**PROMPT:** Return the listing that follows exactly, with no pictures included.

**GIVEN DATA:**
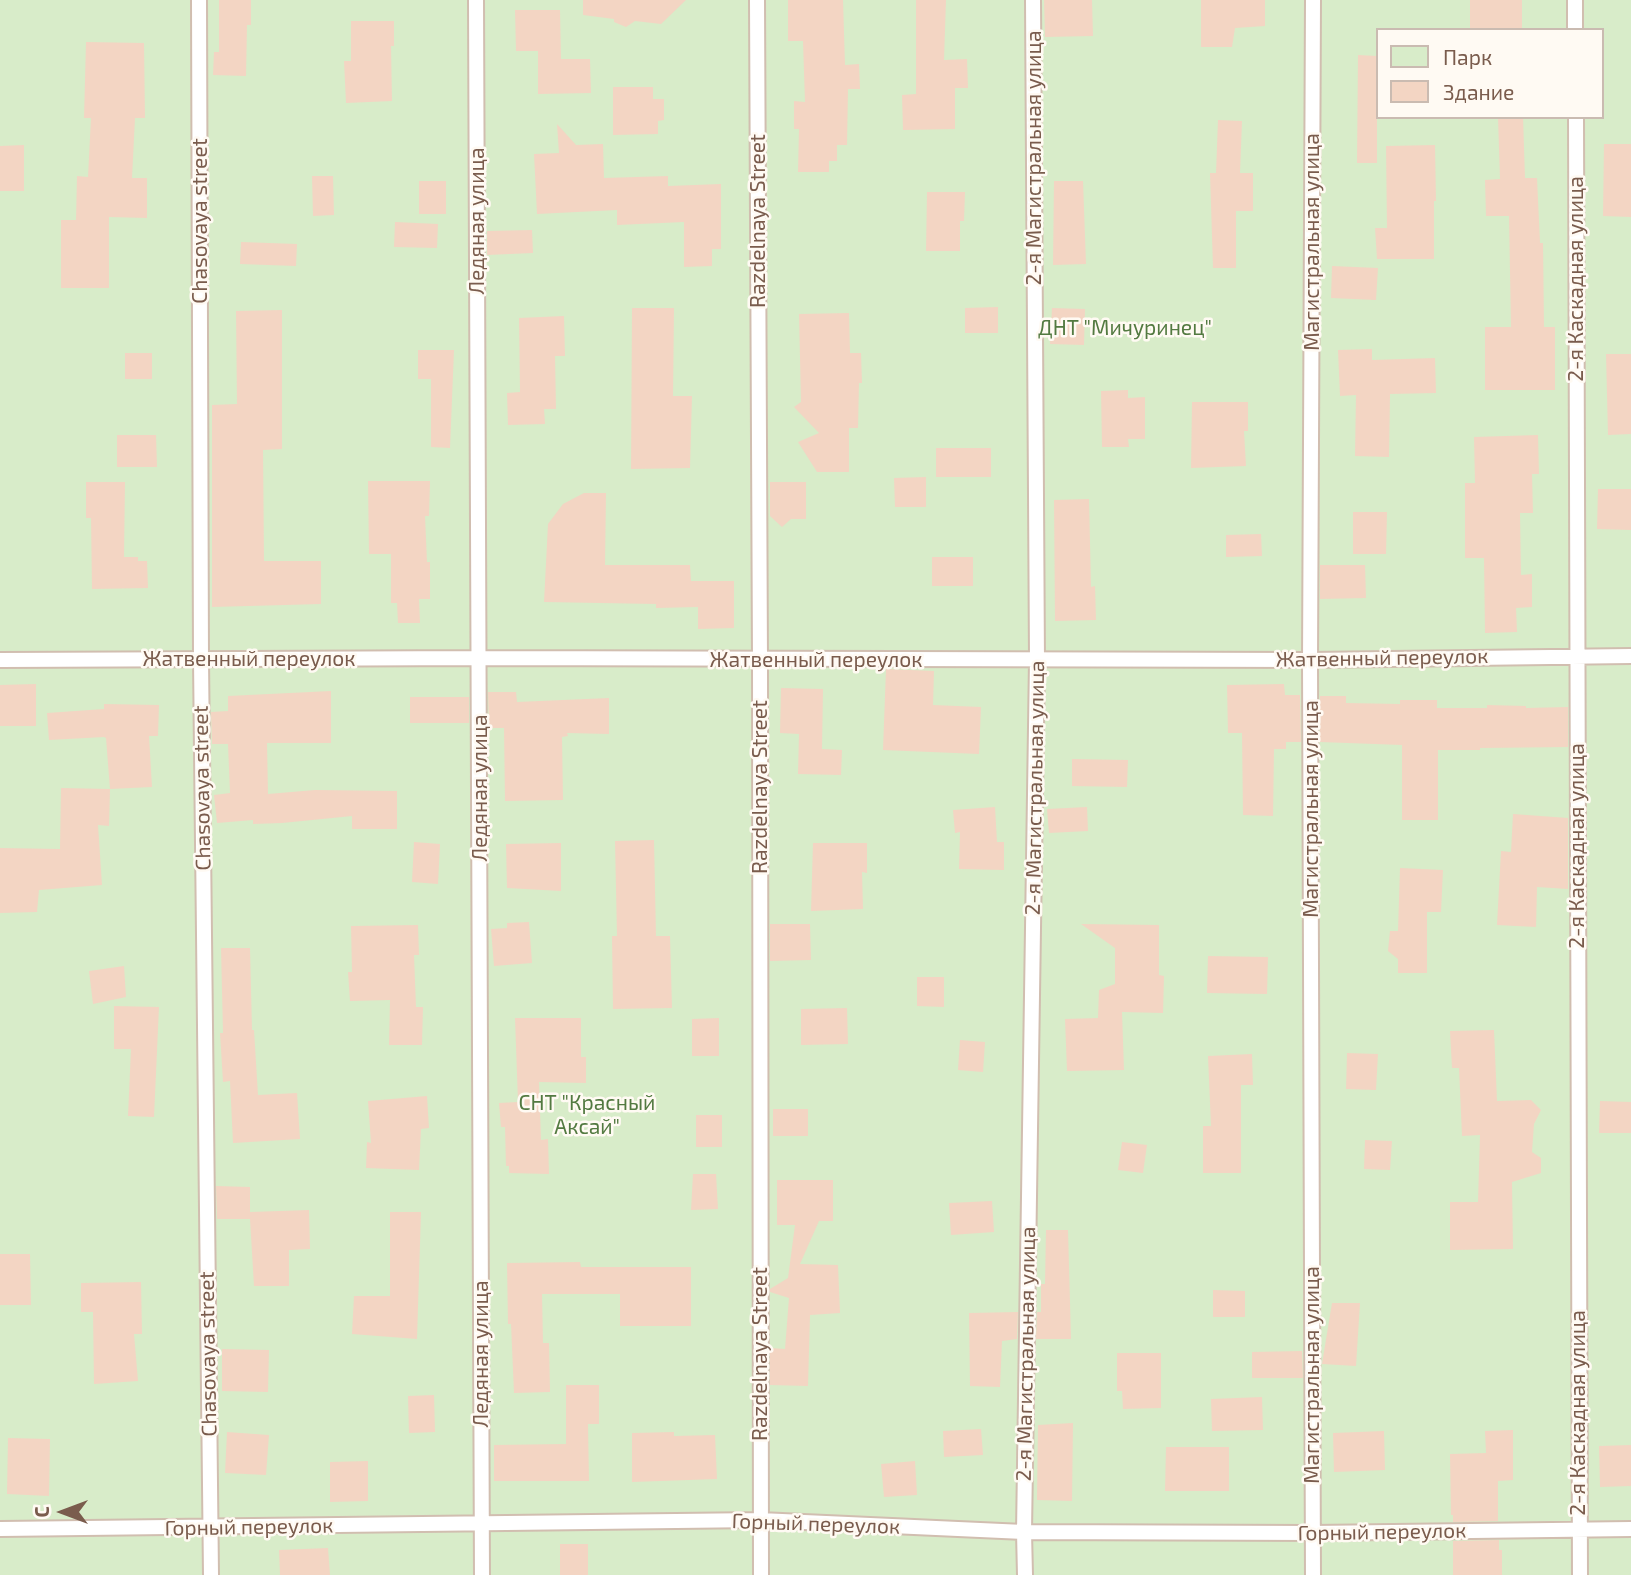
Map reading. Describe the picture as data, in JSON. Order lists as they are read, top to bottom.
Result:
{
  "streets": {
    "lane": [
      "2-я Магистральная улица",
      "Chasovaya street",
      "Ледяная улица",
      "Razdelnaya Street",
      "Магистральная улица",
      "2-я Каскадная улица",
      "Жатвенный переулок",
      "Горный переулок"
    ]
  },
  "crossings": [
    ["2-я Магистральная улица", "Жатвенный переулок"],
    ["2-я Магистральная улица", "Горный переулок"],
    ["Chasovaya street", "Жатвенный переулок"],
    ["Chasovaya street", "Горный переулок"],
    ["Ледяная улица", "Жатвенный переулок"],
    ["Ледяная улица", "Горный переулок"],
    ["Razdelnaya Street", "Жатвенный переулок"],
    ["Razdelnaya Street", "Горный переулок"],
    ["Магистральная улица", "Жатвенный переулок"],
    ["Магистральная улица", "Горный переулок"],
    ["2-я Каскадная улица", "Жатвенный переулок"],
    ["2-я Каскадная улица", "Горный переулок"]
  ],
  "parks": ["ДНТ \"Мичуринец\"", "СНТ \"Красный Аксай\""],
  "legend": ["Парк", "Здание"],
  "north": "left"
}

**ANSWER FOR THE TASK:**
Map reading. Describe the picture as data, in JSON. Order lists as they are read, top to bottom.
Result:
{
  "streets": {
    "lane": [
      "2-я Магистральная улица",
      "Chasovaya street",
      "Ледяная улица",
      "Razdelnaya Street",
      "Магистральная улица",
      "2-я Каскадная улица",
      "Жатвенный переулок",
      "Горный переулок"
    ]
  },
  "crossings": [
    ["2-я Магистральная улица", "Жатвенный переулок"],
    ["2-я Магистральная улица", "Горный переулок"],
    ["Chasovaya street", "Жатвенный переулок"],
    ["Chasovaya street", "Горный переулок"],
    ["Ледяная улица", "Жатвенный переулок"],
    ["Ледяная улица", "Горный переулок"],
    ["Razdelnaya Street", "Жатвенный переулок"],
    ["Razdelnaya Street", "Горный переулок"],
    ["Магистральная улица", "Жатвенный переулок"],
    ["Магистральная улица", "Горный переулок"],
    ["2-я Каскадная улица", "Жатвенный переулок"],
    ["2-я Каскадная улица", "Горный переулок"]
  ],
  "parks": ["ДНТ \"Мичуринец\"", "СНТ \"Красный Аксай\""],
  "legend": ["Парк", "Здание"],
  "north": "left"
}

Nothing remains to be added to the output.